Jungbürger und Jahrmarktsredner (31)

aus: Nebelhorn Nr. 54, November 1985, von Jochen Kelter

Weil sich beim „Südkurier“, wie die Geschäftsleitung unterstreicht, nichts ändern wird, wenn am 1. Januar ’86 der Holtzbrinck-Konzern die Anteilsmehrheit übernimmt, hat Chefredakteur Franz Oexle probeweise schon mal auf eine andere Branche umgesattelt. Ich seh‘ schon den Titel seines nächsten Buchs: ‚Vom Redaktions- zum Rednerpult.

Hat einen Schnellkurs in Rhetorik absolviert und gleich nach einer Zuhörerschaft zum Üben Ausschau gehalten. Da kam die Jungbürgerfeier gerade recht. Weil man da nicht einfach gehen kann wie beim Jahrmarktsredner.

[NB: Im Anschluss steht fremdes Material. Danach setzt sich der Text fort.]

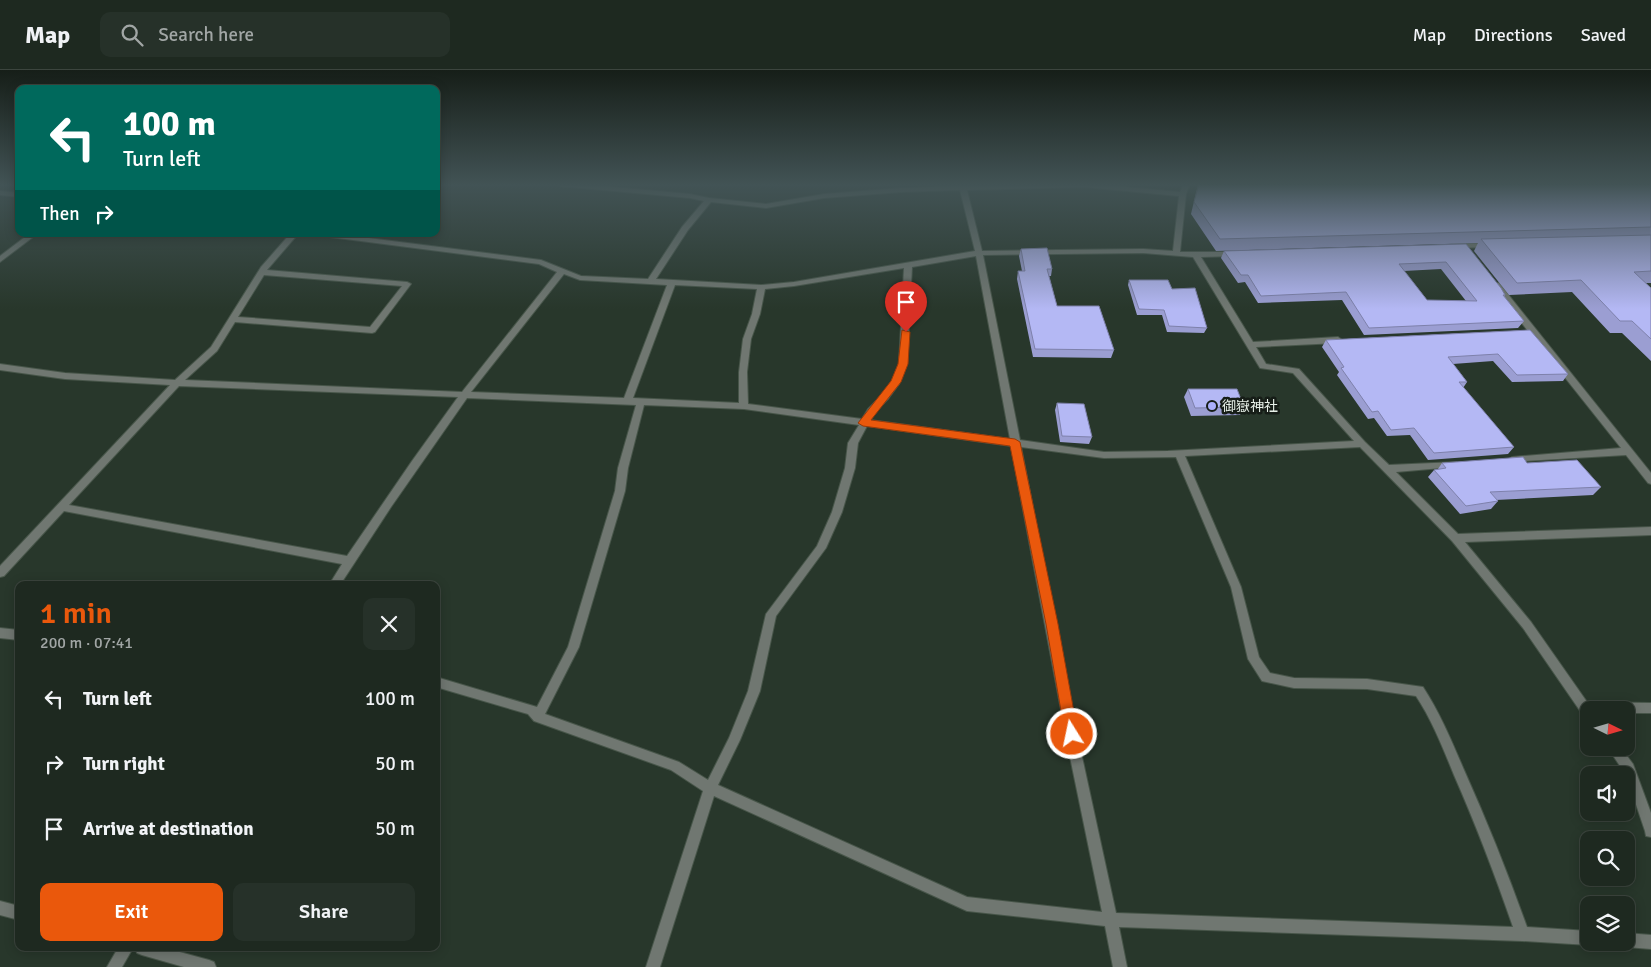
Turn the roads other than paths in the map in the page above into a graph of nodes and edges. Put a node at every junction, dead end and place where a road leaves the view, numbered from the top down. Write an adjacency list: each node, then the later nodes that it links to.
1 (688, 226): 20 (street)
2 (972, 226): 10 (street)
3 (1179, 226): 12 (street)
4 (30, 237): 15 (street)
5 (291, 237): 18 (street)
6 (345, 237): 17 (street)
7 (1503, 245): 8 (street)
8 (1464, 246): 9 (street); 13 (street)
9 (1444, 247)
10 (979, 253): 12 (street); 16 (street); 33 (street)
11 (1246, 253): 14 (street)
12 (1176, 254): 14 (street)
13 (1470, 254)
14 (1196, 255): 25 (street)
15 (0, 260)
16 (908, 266): 22 (street); 32 (street)
17 (562, 270): 20 (street); 28 (street)
18 (262, 272): 23 (street); 23 (street)
19 (1488, 276): 35 (street)
20 (650, 282): 21 (street)
21 (672, 283): 22 (street); 30 (street)
22 (761, 287): 31 (street)
23 (234, 319): 27 (street)
24 (1347, 340): 25 (street)
25 (1250, 345): 34 (street)
26 (0, 367): 27 (street)
27 (178, 383): 28 (street); 41 (street)
28 (463, 395): 30 (street); 44 (street)
29 (641, 401): 30 (street); 31 (street); 53 (street)
30 (627, 402)
31 (744, 406): 32 (street)
32 (863, 423): 33 (street); 55 (street)
33 (1015, 442): 36 (street); 59 (street)
34 (1362, 444): 36 (street); 39 (street)
35 (1628, 451): 37 (street); 40 (street)
36 (1180, 453): 60 (street)
37 (1503, 460)
38 (1464, 463): 39 (street)
39 (1388, 469): 43 (street)
40 (1651, 480)
41 (62, 507): 44 (street); 45 (street)
42 (1651, 531): 43 (street)
43 (1456, 538): 50 (street)
44 (349, 561): 46 (street)
45 (0, 573)
46 (336, 581)
47 (0, 633): 48 (street)
48 (15, 635)
49 (440, 683): 53 (street)
50 (1580, 701)
51 (1635, 708): 52 (street)
52 (1651, 708)
53 (538, 717): 55 (street)
54 (1620, 756): 56 (street)
55 (710, 788): 59 (street); 68 (street)
56 (1651, 831)
57 (0, 908): 58 (street)
58 (15, 912)
59 (1111, 920): 60 (street); 69 (street)
60 (1522, 934): 61 (street)
61 (1580, 937)
62 (1635, 941): 63 (street)
63 (1651, 942)
64 (124, 951): 66 (street)
65 (153, 951): 67 (street)
66 (114, 967)
67 (209, 967)
68 (654, 967)
69 (1120, 967)

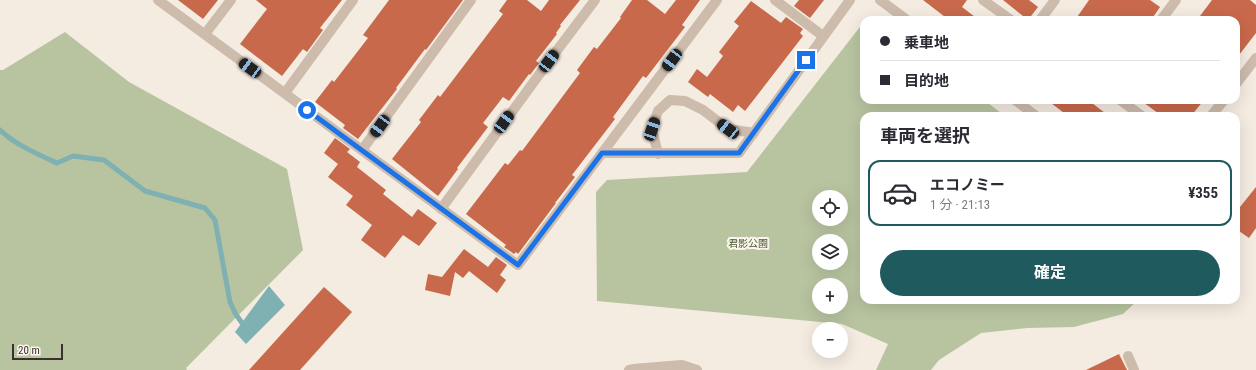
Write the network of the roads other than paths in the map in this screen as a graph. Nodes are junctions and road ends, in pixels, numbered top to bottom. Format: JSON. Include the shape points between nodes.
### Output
{"nodes":[{"id":1,"x":158,"y":0,"type":"edge"},
{"id":2,"x":231,"y":0,"type":"edge"},
{"id":3,"x":353,"y":0,"type":"edge"},
{"id":4,"x":471,"y":0,"type":"edge"},
{"id":5,"x":595,"y":0,"type":"edge"},
{"id":6,"x":717,"y":0,"type":"edge"},
{"id":7,"x":775,"y":0,"type":"edge"},
{"id":8,"x":850,"y":0,"type":"edge"},
{"id":9,"x":880,"y":0,"type":"edge"},
{"id":10,"x":983,"y":0,"type":"edge"},
{"id":11,"x":1055,"y":0,"type":"edge"},
{"id":12,"x":1176,"y":0,"type":"edge"},
{"id":13,"x":902,"y":16,"type":"edge"},
{"id":14,"x":1005,"y":16,"type":"edge"},
{"id":15,"x":1043,"y":16,"type":"edge"},
{"id":16,"x":1164,"y":16,"type":"edge"},
{"id":17,"x":205,"y":34,"type":"junction"},
{"id":18,"x":823,"y":36,"type":"junction"},
{"id":19,"x":1256,"y":58,"type":"edge"},
{"id":20,"x":1240,"y":79,"type":"edge"},
{"id":21,"x":285,"y":93,"type":"junction"},
{"id":22,"x":1020,"y":104,"type":"edge"},
{"id":23,"x":1126,"y":104,"type":"edge"},
{"id":24,"x":1221,"y":104,"type":"edge"},
{"id":25,"x":1031,"y":112,"type":"edge"},
{"id":26,"x":1136,"y":112,"type":"edge"},
{"id":27,"x":1214,"y":112,"type":"edge"},
{"id":28,"x":754,"y":132,"type":"junction"},
{"id":29,"x":362,"y":150,"type":"junction"},
{"id":30,"x":602,"y":153,"type":"junction"},
{"id":31,"x":658,"y":154,"type":"junction"},
{"id":32,"x":442,"y":209,"type":"junction"},
{"id":33,"x":1128,"y":356,"type":"dead end"},
{"id":34,"x":629,"y":370,"type":"edge"},
{"id":35,"x":697,"y":370,"type":"edge"},
{"id":36,"x":1134,"y":370,"type":"edge"}],
"edges":[{"from":1,"to":17,"type":"street"},
{"from":2,"to":17,"type":"street"},
{"from":3,"to":21,"type":"street"},
{"from":4,"to":29,"type":"street"},
{"from":5,"to":32,"type":"street"},
{"from":6,"to":30,"type":"street"},
{"from":7,"to":18,"type":"street"},
{"from":8,"to":18,"type":"street"},
{"from":9,"to":13,"type":"street"},
{"from":10,"to":14,"type":"street"},
{"from":11,"to":15,"type":"street"},
{"from":12,"to":16,"type":"street"},
{"from":17,"to":21,"type":"street"},
{"from":18,"to":28,"type":"street"},
{"from":19,"to":20,"type":"street"},
{"from":21,"to":29,"type":"street"},
{"from":22,"to":25,"type":"street"},
{"from":23,"to":26,"type":"street"},
{"from":24,"to":27,"type":"street"},
{"from":28,"to":31,"type":"street","via":[[739,153]]},
{"from":28,"to":31,"type":"street","via":[[728,129],[703,110],[685,102],[670,100],[658,111],[652,129]]},
{"from":29,"to":32,"type":"street"},
{"from":30,"to":31,"type":"street"},
{"from":30,"to":32,"type":"street","via":[[518,265]]},
{"from":33,"to":36,"type":"street"},
{"from":34,"to":35,"type":"street","via":[[682,365]]}]}
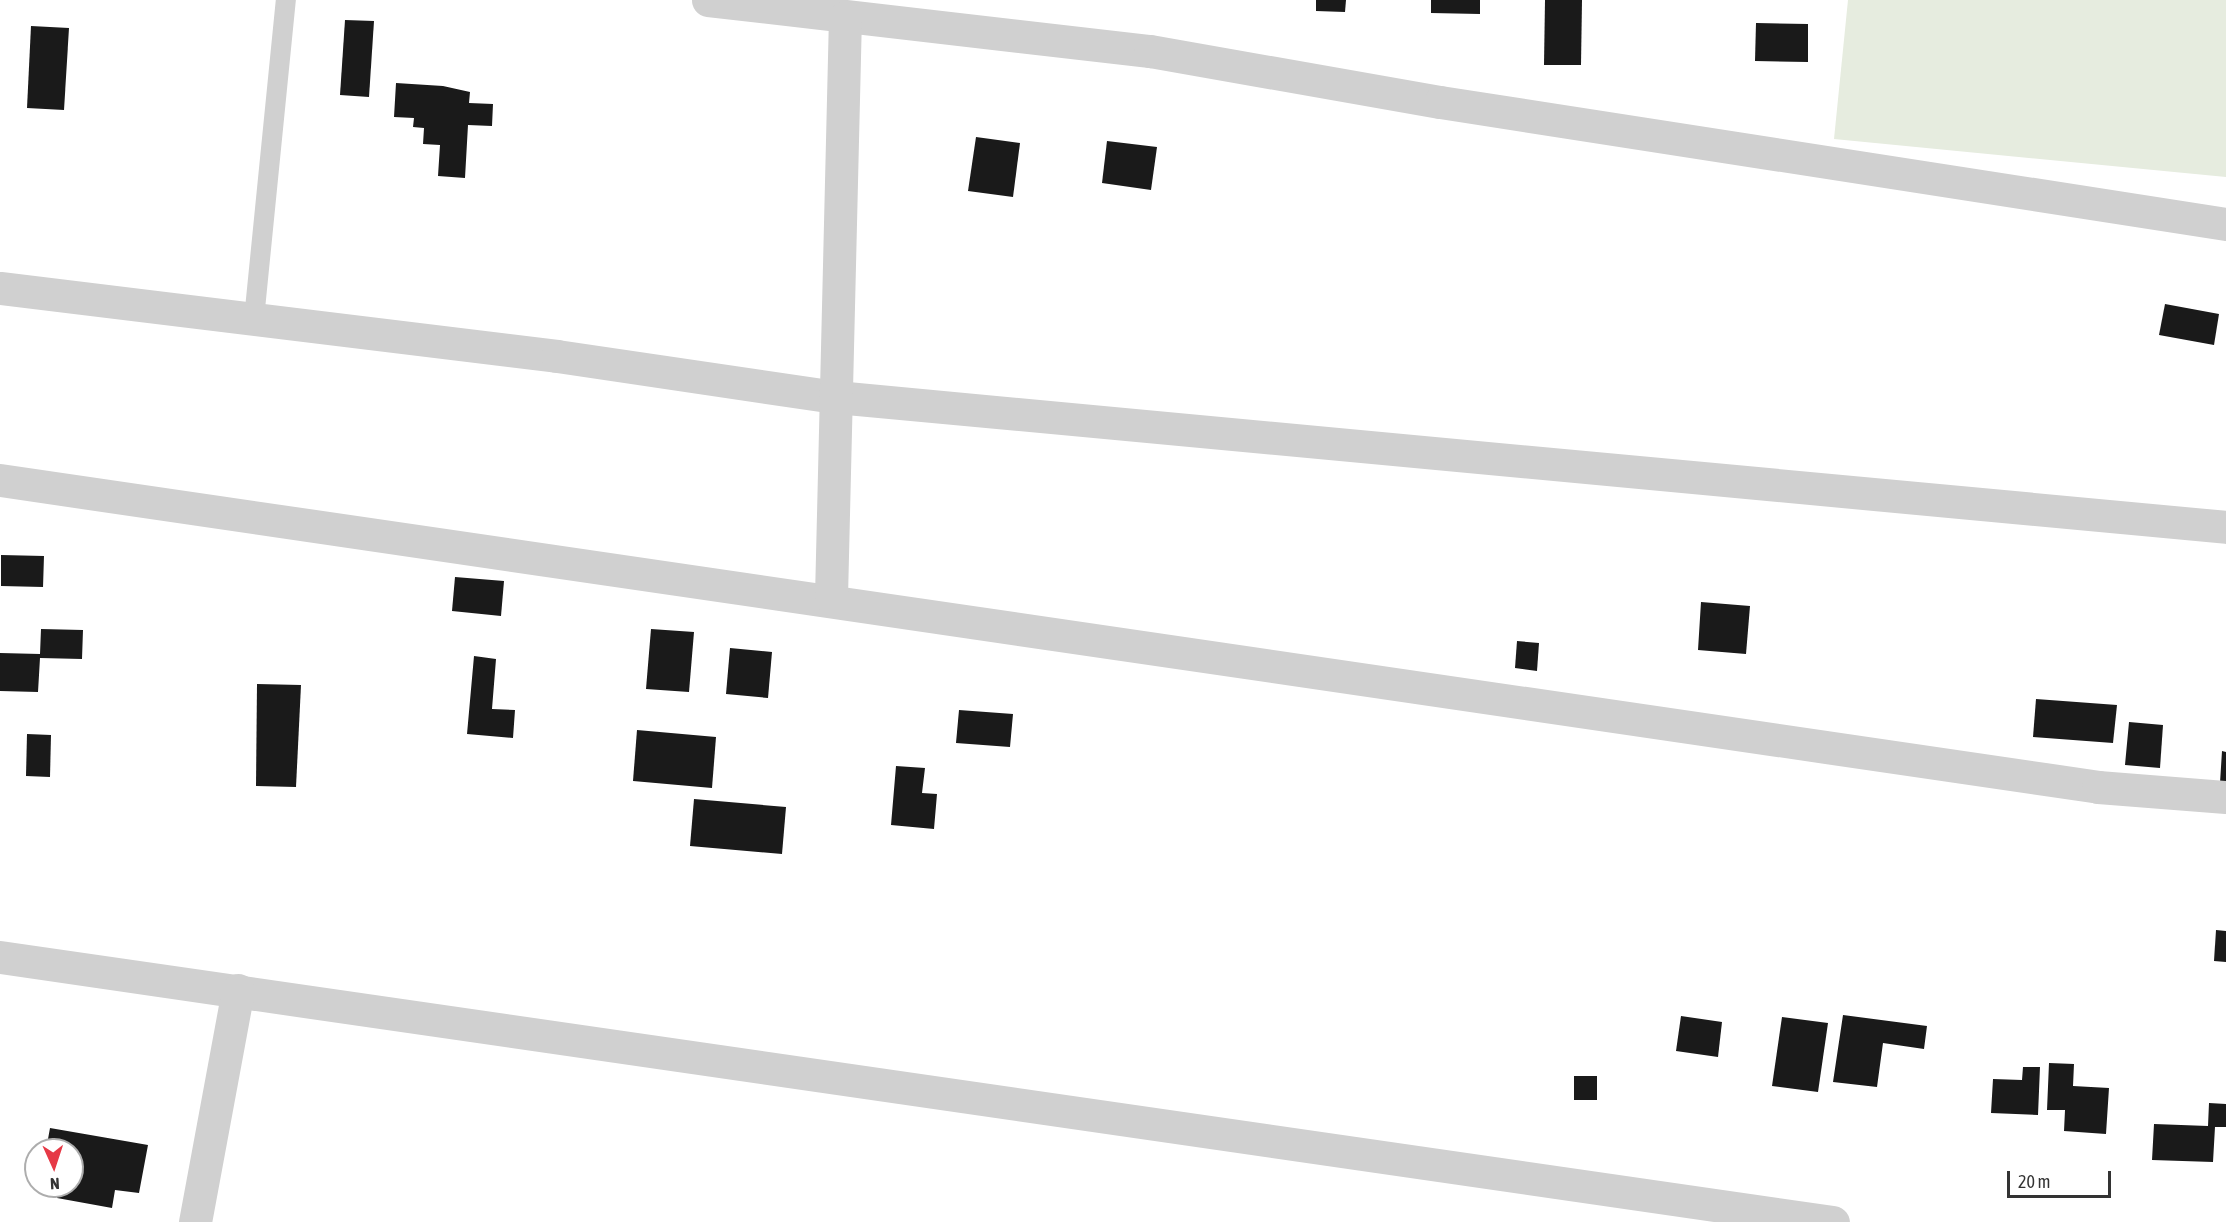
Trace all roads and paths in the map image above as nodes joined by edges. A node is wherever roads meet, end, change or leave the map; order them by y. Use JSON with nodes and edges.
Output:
{"nodes":[{"id":1,"x":286,"y":0,"type":"edge"},
{"id":2,"x":708,"y":0,"type":"edge"},
{"id":3,"x":845,"y":16,"type":"junction"},
{"id":4,"x":2226,"y":224,"type":"edge"},
{"id":5,"x":0,"y":288,"type":"edge"},
{"id":6,"x":254,"y":319,"type":"junction"},
{"id":7,"x":836,"y":397,"type":"junction"},
{"id":8,"x":0,"y":480,"type":"edge"},
{"id":9,"x":2226,"y":527,"type":"edge"},
{"id":10,"x":831,"y":597,"type":"junction"},
{"id":11,"x":2226,"y":798,"type":"edge"},
{"id":12,"x":0,"y":957,"type":"edge"},
{"id":13,"x":238,"y":990,"type":"junction"},
{"id":14,"x":1763,"y":1217,"type":"edge"},
{"id":15,"x":195,"y":1222,"type":"edge"},
{"id":16,"x":1833,"y":1222,"type":"edge"}],
"edges":[{"from":1,"to":6,"type":"lane"},
{"from":2,"to":3,"type":"street"},
{"from":3,"to":4,"type":"street"},
{"from":3,"to":7,"type":"street"},
{"from":5,"to":6,"type":"street"},
{"from":6,"to":7,"type":"street"},
{"from":7,"to":9,"type":"street"},
{"from":7,"to":10,"type":"street"},
{"from":8,"to":10,"type":"street"},
{"from":10,"to":11,"type":"street"},
{"from":12,"to":13,"type":"street"},
{"from":13,"to":14,"type":"street"},
{"from":13,"to":15,"type":"street"},
{"from":14,"to":16,"type":"street"}]}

„Es spricht für die Stadt Konstanz, daß dieser Anlaß überhaupt mit einer Feier begangen wird.“ Rethorik-Regel Nummer 1: Man danke dem Gastgeber, egal unter welchem Vorwand.

„In anderen Städten … hat man den Eintritt junger Menschen in die vollen bürgerlichen Rechte schon längst nicht mehr für erwähnenswert gehalten.“ Der ungeübte Hörer könnte hier dem Trugschluß erliegen, der geschilderte Tatbestand weise Konstanz wohl eher als politisches Zonenrandgebiet aus. Doch weit gefehlt! Merke: In der wohlgesetzten Rede ist die vordergründige Logik, nach der zwei und zwei vier ergeben, völlig außer Kraft gesetzt. Und gleich auch noch Regel Nummer 3: Der Gebrauch des Tempus bleibt völlig dem Gutdünken des Redners überlassen.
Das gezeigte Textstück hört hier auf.